<<<<

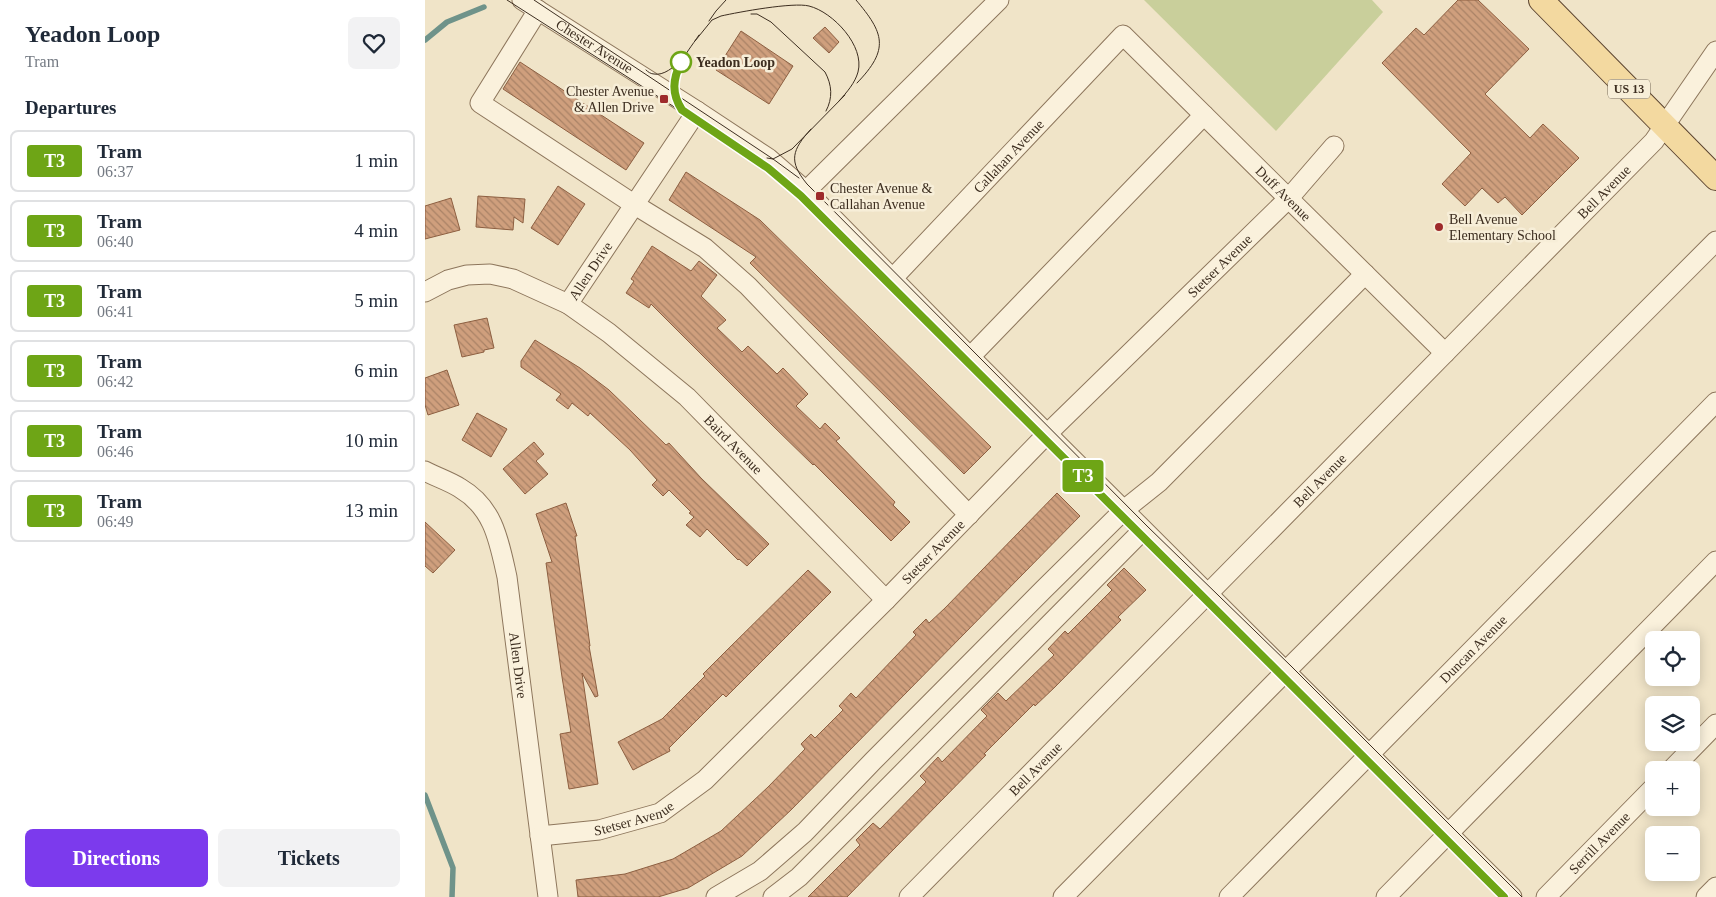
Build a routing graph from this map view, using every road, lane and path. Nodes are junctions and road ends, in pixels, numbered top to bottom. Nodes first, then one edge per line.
1 (999, 0) edge
2 (1541, 0) edge
3 (530, 5) edge
4 (1123, 34) joint
5 (1716, 51) edge
6 (697, 111) junction
7 (1204, 115) junction
8 (1665, 126) junction
9 (1334, 146) dead end
10 (1716, 178) edge
11 (806, 191) junction
12 (1289, 198) junction
13 (635, 205) junction
14 (1716, 241) edge
15 (1365, 274) junction
16 (893, 278) junction
17 (425, 292) edge
18 (568, 304) junction
19 (1445, 353) junction
20 (970, 357) junction
21 (1716, 402) edge
22 (1047, 434) junction
23 (425, 471) edge
24 (1124, 510) junction
25 (969, 515) junction
26 (1143, 530) junction
27 (1716, 561) edge
28 (1207, 593) junction
29 (886, 600) junction
30 (1286, 671) junction
31 (1716, 724) edge
32 (1369, 755) junction
33 (1680, 761) edge
34 (1645, 797) edge
35 (1449, 834) junction
36 (541, 836) junction
37 (1716, 887) edge
38 (548, 897) edge
39 (716, 897) edge
40 (773, 897) edge
41 (909, 897) edge
42 (1063, 897) edge
43 (1229, 897) edge
44 (1386, 897) edge
45 (1512, 897) edge
46 (1546, 897) edge
47 (1706, 897) edge

1 - 11 street
2 - 8 main road, US 13
3 - 6 street, Chester Avenue
3 - 13 street
4 - 7 street, Duff Avenue
4 - 16 street, Callahan Avenue
5 - 8 street, Bell Avenue
6 - 11 street, Chester Avenue
6 - 13 street, Allen Drive
7 - 12 street, Duff Avenue
7 - 20 street
8 - 10 main road, US 13
8 - 19 street, Bell Avenue
9 - 12 street, Stetser Avenue
11 - 16 street, Chester Avenue
12 - 15 street, Duff Avenue
12 - 22 street, Stetser Avenue
13 - 18 street, Allen Drive
13 - 25 street
14 - 30 street
15 - 19 street, Duff Avenue
15 - 24 street
16 - 20 street, Chester Avenue
17 - 18 street, Allen Drive
18 - 29 street, Baird Avenue
19 - 28 street, Bell Avenue
20 - 22 street, Chester Avenue
21 - 32 street, Duncan Avenue
22 - 24 street, Chester Avenue
22 - 25 street, Stetser Avenue
23 - 36 street, Allen Drive
24 - 26 street, Chester Avenue
24 - 39 street
25 - 29 street, Stetser Avenue
26 - 28 street, Chester Avenue
26 - 40 street
27 - 35 street
28 - 30 street, Chester Avenue
28 - 41 street, Bell Avenue
29 - 36 street, Stetser Avenue
30 - 32 street, Chester Avenue
30 - 42 street
31 - 33 street
32 - 35 street, Chester Avenue
32 - 43 street, Duncan Avenue
34 - 46 street, Serrill Avenue
35 - 44 street
35 - 45 street, Chester Avenue
36 - 38 street, Allen Drive
37 - 47 street

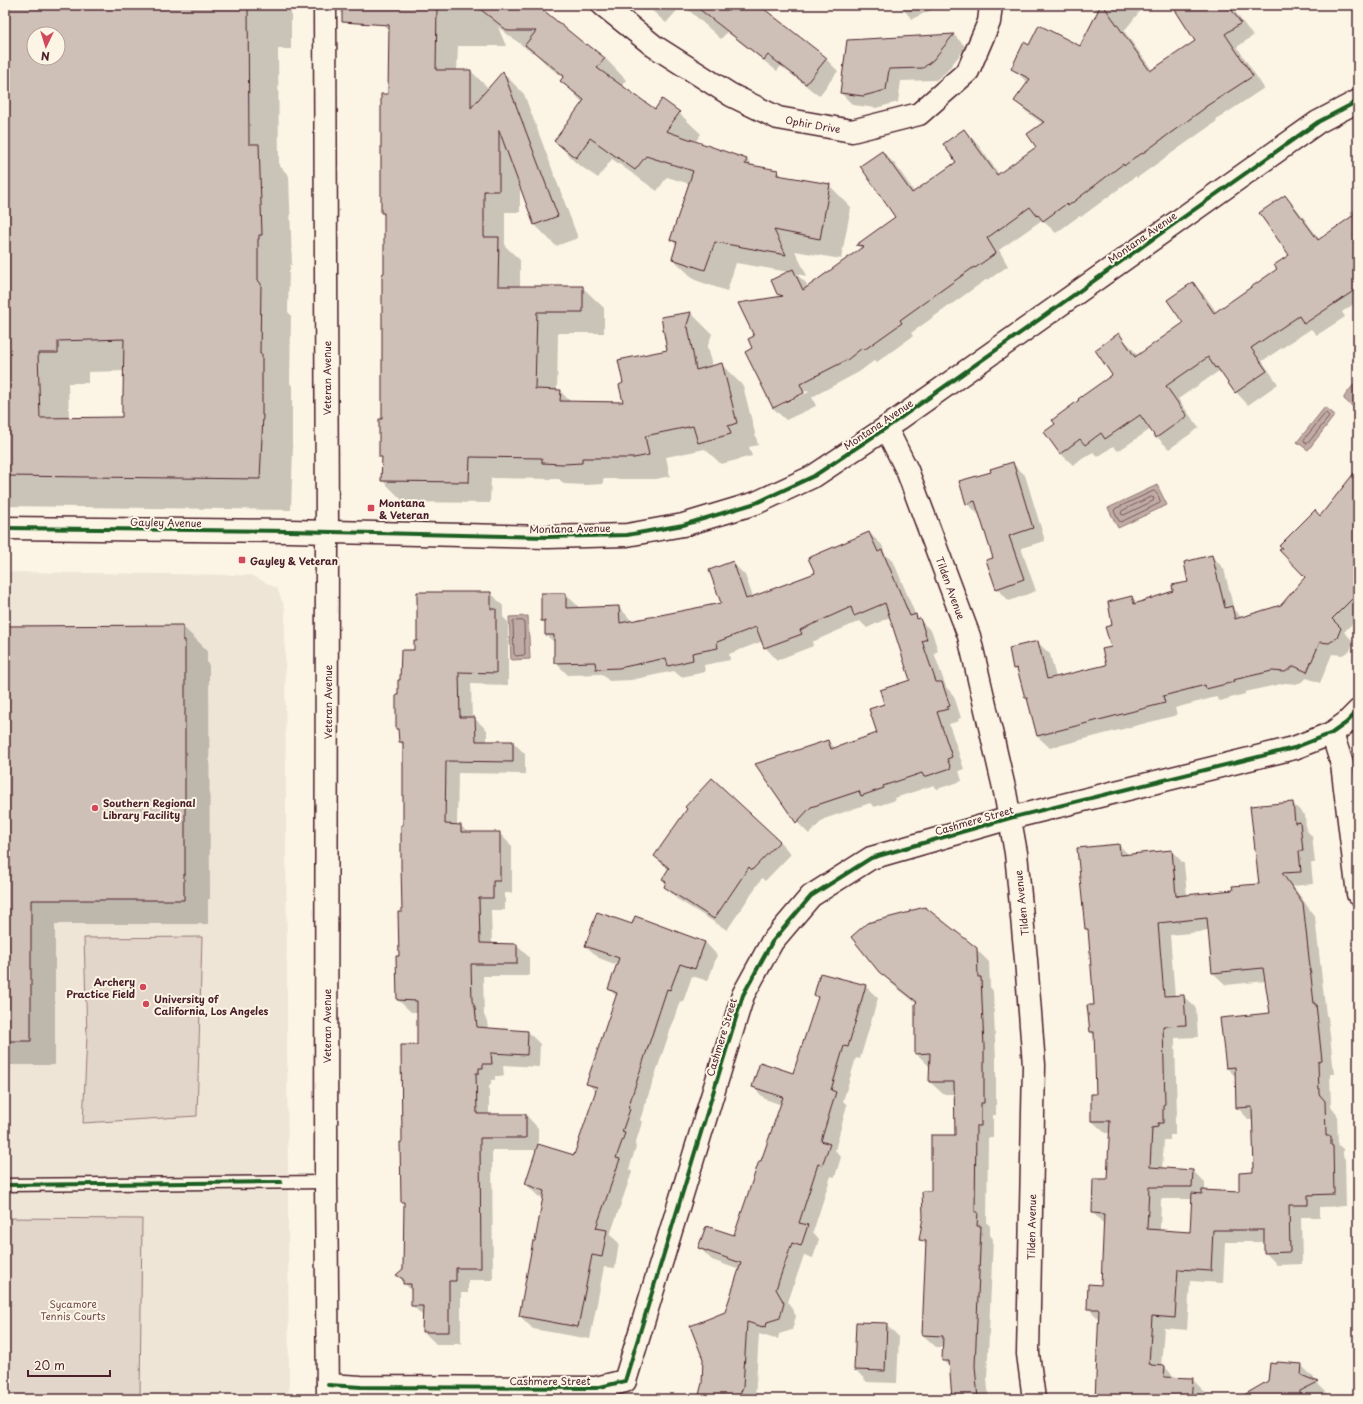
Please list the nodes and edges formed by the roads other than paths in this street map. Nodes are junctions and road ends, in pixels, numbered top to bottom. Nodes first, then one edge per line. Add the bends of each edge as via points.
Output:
1 (324, 5) edge
2 (604, 5) edge
3 (991, 5) edge
4 (1358, 101) edge
5 (886, 428) junction
6 (5, 528) edge
7 (327, 532) junction
8 (1358, 711) edge
9 (1332, 733) junction
10 (1010, 818) junction
11 (1358, 894) edge
12 (326, 1182) junction
13 (5, 1185) edge
14 (626, 1390) edge
15 (328, 1392) edge
16 (1034, 1399) edge

1 - 7 street, Veteran Avenue
2 - 3 street, Ophir Drive via 654,46 731,95 778,118 852,131 919,114 968,71 989,22
4 - 5 street, Montana Avenue via 1318,122
5 - 7 street, Montana Avenue via 814,476 762,500 676,526 627,535
5 - 10 street, Tilden Avenue via 907,470 969,636
6 - 7 street, Gayley Avenue
7 - 12 street, Veteran Avenue
8 - 9 street, Cashmere Street
9 - 10 street, Cashmere Street via 1294,748
9 - 11 street via 1342,764
10 - 14 street, Cashmere Street via 871,858 811,896 772,942 743,995
10 - 16 street, Tilden Avenue via 1016,852 1034,1066 1028,1354
12 - 13 lane
12 - 15 street, Veteran Avenue
14 - 15 street, Cashmere Street via 369,1387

>>>>

Goal of the exercise: All lines above that include the word "first" must be copied into the answer.

Written solution:
Build a routing graph from this map view, using every road, lane and path. Nodes are junctions and road ends, in pixels, numbered top to bottom. Nodes first, then one edge per line.
Please list the nodes and edges formed by the roads other than paths in this street map. Nodes are junctions and road ends, in pixels, numbered top to bottom. Nodes first, then one edge per line. Add the bends of each edge as via points.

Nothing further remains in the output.